A MAJOR LEADERSHIP CRISIS


A few days ago, after posting my reflections about bullying bishops, I got a rather nasty private email. The author, to phrase it here more politely, told me that if I despise the church and hate our bishops and the Pope so much I should simply leave the Catholic Church, move on, and shut up.

I don’t despise the Catholic Church. I don’t hate our bishops or the Pope. Some of my best friends are bishops, archbishops, and even a couple cardinals. 🙂

In all the heated Catholic rhetoric these days, it is easy to miss the main point.

We have a major Catholic leadership problem. It is reaching crisis proportions, as I write. This is bigger and more far-reaching than the sixteenth century Reformation.

In today’s news, we read about an increasingly angry Vatican……..

As reported in the The Irish Catholic and the The National Catholic Reporter, just some weeks after a Vatican report about the Irish Catholic Church lamented what it described as “fairly widespread” dissent from church teaching, it has been revealed that the Vatican has “silenced” a widely respected Redemptorist: Father Tony Flannery.

The Vatican silencing of Flannery has raised a strong protest among the members of the 800-strong Association of Catholic Priests, which has accused the Vatican of issuing a fatwa against liberal clerics.

According to Michael Kelly, the deputy editor of The Irish Catholic, Father Flannery, a popular author and retreat director, has voiced support in the past for opening up debates about the ordination of women, a change to the church’s ban on artificial birth control, and an end to mandatory celibacy. He also provoked dismay among senior Irish bishops when he publicly backed Irish Prime Minister Enda Kenny’s 2011 attack on the Vatican, in the wake of the report into the mishandling of clerical abuse in the Cloyne diocese. Kenny accused the Vatican of “dysfunction,” “disconnection,” “elitism” and “narcissism.” Flannery described the speech as “wonderful.”

By acting against Fr. Tony Flannery now, Cardinal William Levada’s Congregation for the Doctrine of the Faith has provoked the ire of the priests’ association. Flannery is a founder of the association, which now represents some 20 percent of Ireland’s clergy.

Since its founding less than two years ago, the group has campaigned for reforms in the church and is due to hold a national assembly in early May to harness momentum. Key priorities for the group include “a re-evaluation of Catholic sexual teaching” and “a redesigning of ministry in the Church, in order to incorporate the gifts, wisdom and expertise of the entire faith community, male and female.”

Father Flannery is the latest Irish priest to face Vatican censure. In mid-April, it was revealed that moral theologian Fr. Seán Fagan had been silenced by the Vatican two years ago. His Marist order even took the bizarre step of buying up unsold copies of his 2008 book What Happened to Sin?.
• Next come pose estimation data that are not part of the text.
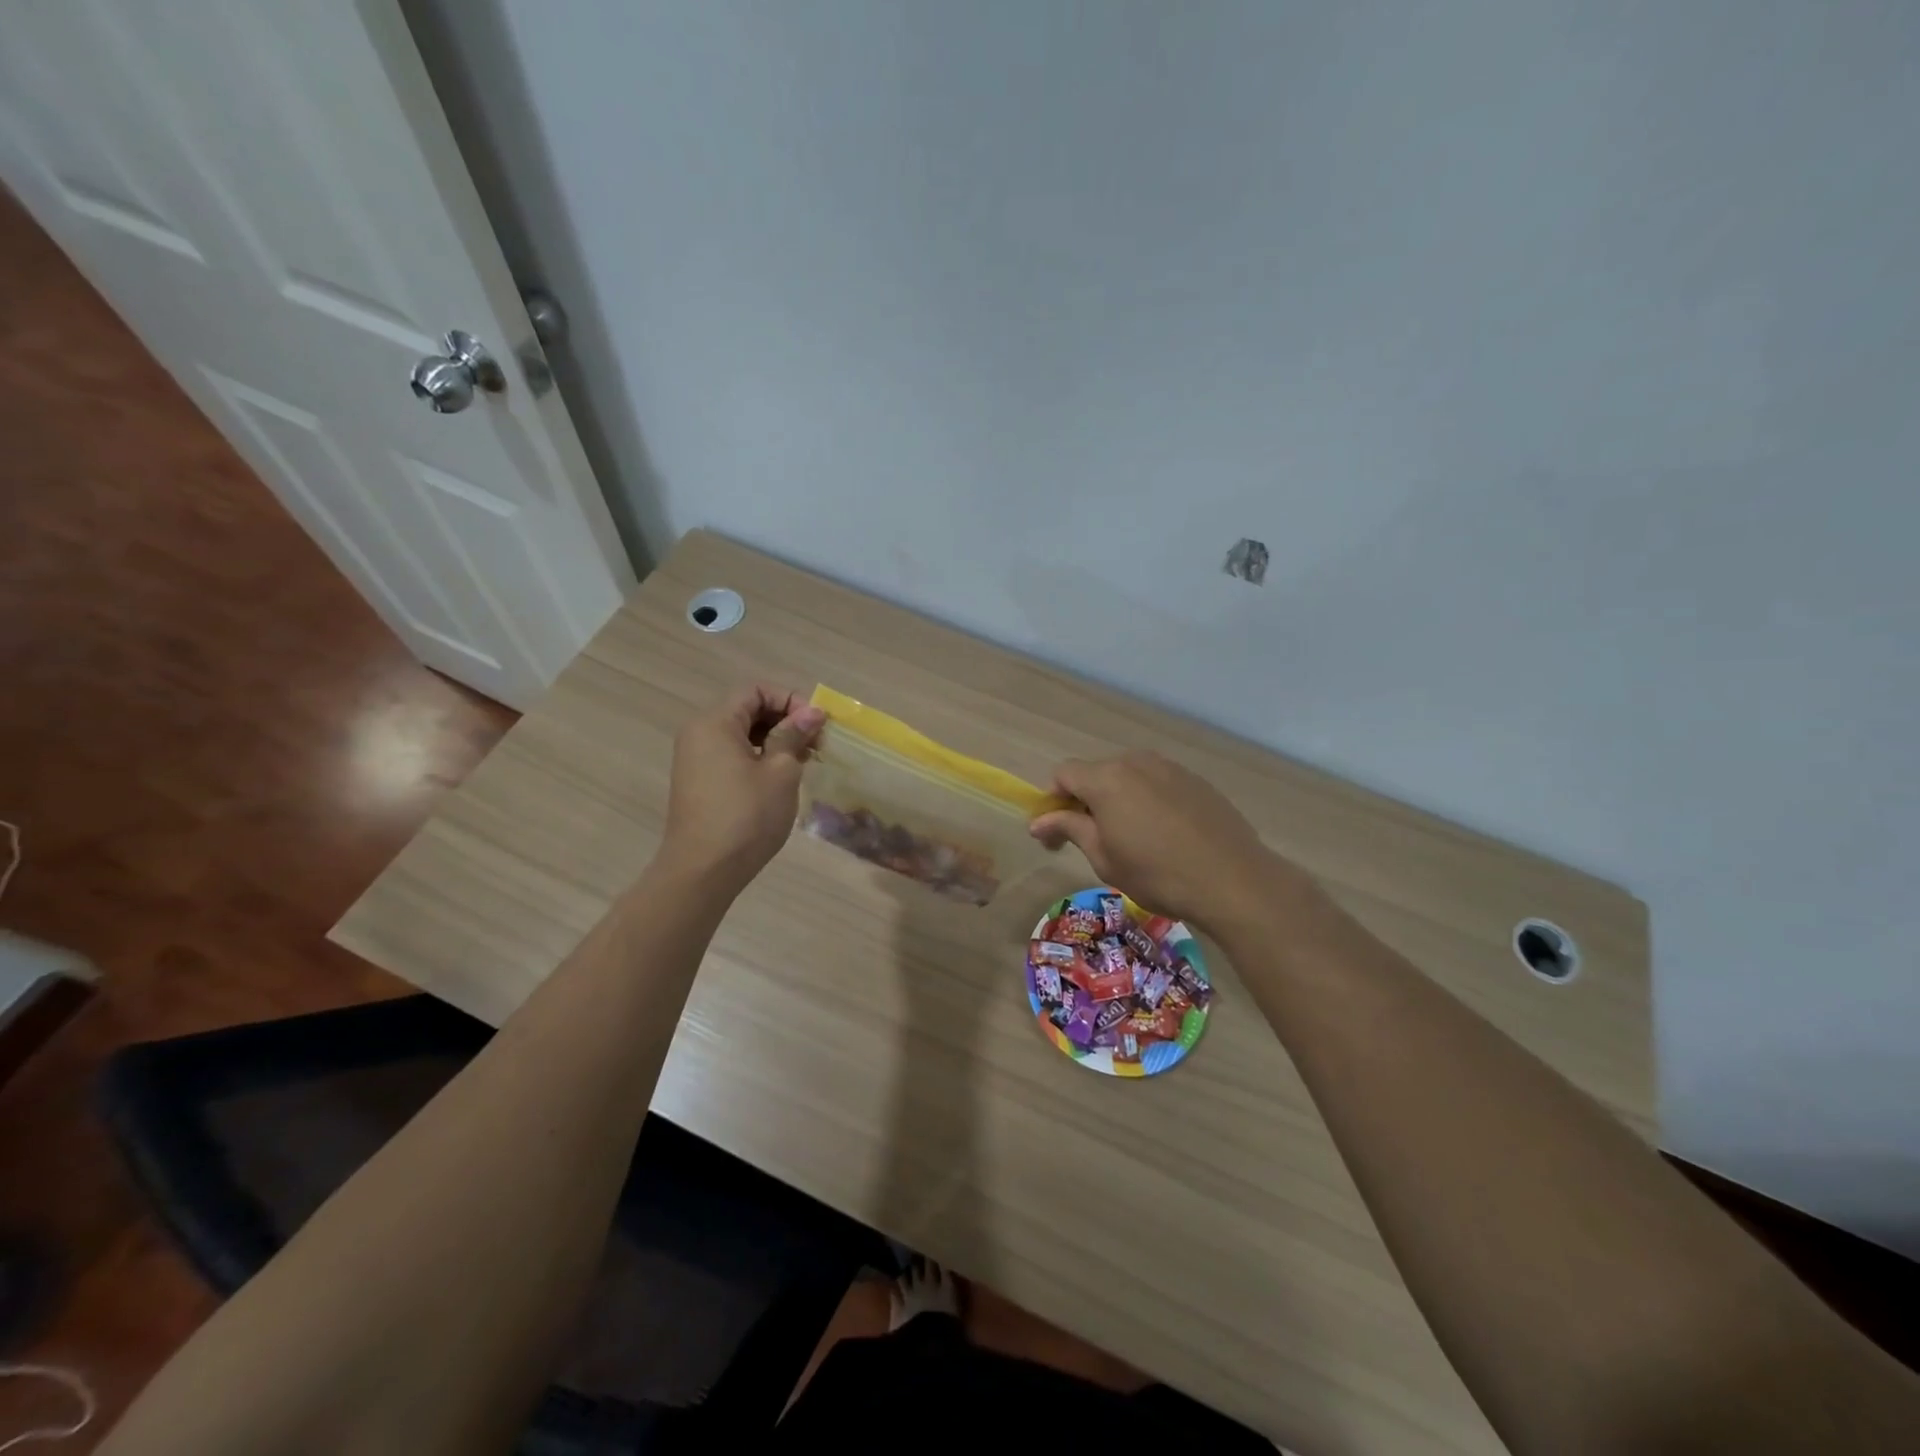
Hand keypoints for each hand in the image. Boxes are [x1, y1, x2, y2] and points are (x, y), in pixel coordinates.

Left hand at [660, 684, 824, 892]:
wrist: (703, 871)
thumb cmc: (746, 816)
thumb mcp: (780, 772)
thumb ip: (794, 735)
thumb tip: (813, 712)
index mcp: (715, 722)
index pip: (756, 690)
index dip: (790, 700)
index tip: (816, 725)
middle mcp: (699, 733)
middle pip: (747, 709)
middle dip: (785, 720)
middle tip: (816, 744)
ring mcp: (696, 759)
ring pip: (742, 734)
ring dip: (775, 740)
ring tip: (803, 762)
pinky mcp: (700, 782)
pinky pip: (733, 755)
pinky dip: (759, 757)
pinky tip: (781, 779)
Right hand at [1029, 750, 1299, 929]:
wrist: (1232, 880)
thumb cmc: (1157, 874)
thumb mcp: (1103, 857)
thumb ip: (1068, 829)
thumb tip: (1037, 821)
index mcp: (1106, 779)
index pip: (1063, 774)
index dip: (1053, 801)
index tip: (1058, 834)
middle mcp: (1135, 762)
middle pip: (1096, 773)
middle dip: (1086, 801)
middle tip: (1093, 840)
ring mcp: (1169, 767)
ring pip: (1129, 777)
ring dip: (1119, 801)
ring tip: (1133, 839)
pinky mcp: (1196, 780)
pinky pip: (1158, 784)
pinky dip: (1149, 802)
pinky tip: (1165, 835)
The Irish Capuchin, Owen O’Sullivan, also fell foul of the CDF in late 2010 after he published an article suggesting that homosexuality is “simply a facet of the human condition.”

The well-known ecologist Fr. Seán McDonagh, a member of the Irish priests’ association’s leadership team, has accused the Vatcan of “outrageous” behavior in silencing of these Irish priests. He accused the Vatican of “throwing a fatwa” at the priests and said that some of Rome’s recent actions were like a return to the Inquisition.

The Irish association of priests has rallied behind Father Flannery, insisting, “This intervention is unfair, unwarranted and unwise”………….

We urgently need to engage ourselves in a CATHOLIC REFORM OF THE REFORMERS OF THE REFORM.

The Catholic Church is OUR church, because WE ARE THE CHURCH. We don’t have a Catholic problem. We have a CATHOLIC LEADERSHIP PROBLEM……

If you care about the Catholic Church, as I do, you cannot stand silently along the sidelines. What we see, hear, and read about is serious stuff. Please join the reform movement.

There are today a number of Catholic reform groups. I appreciate and support what they are doing.

My favorite reform group is one of the oldest. Perhaps it is in fact the oldest: ARCC – The Association for the Rights of Catholics in the Church. It appears to be experiencing an energetic organizational rebirth. Rightly so, because the people in ARCC realize that we are the church and that, as Catholics, we have dignity and rights as Catholics. Our dignity and our rights are guaranteed in Catholic Church law, i.e. what is called “canon law.”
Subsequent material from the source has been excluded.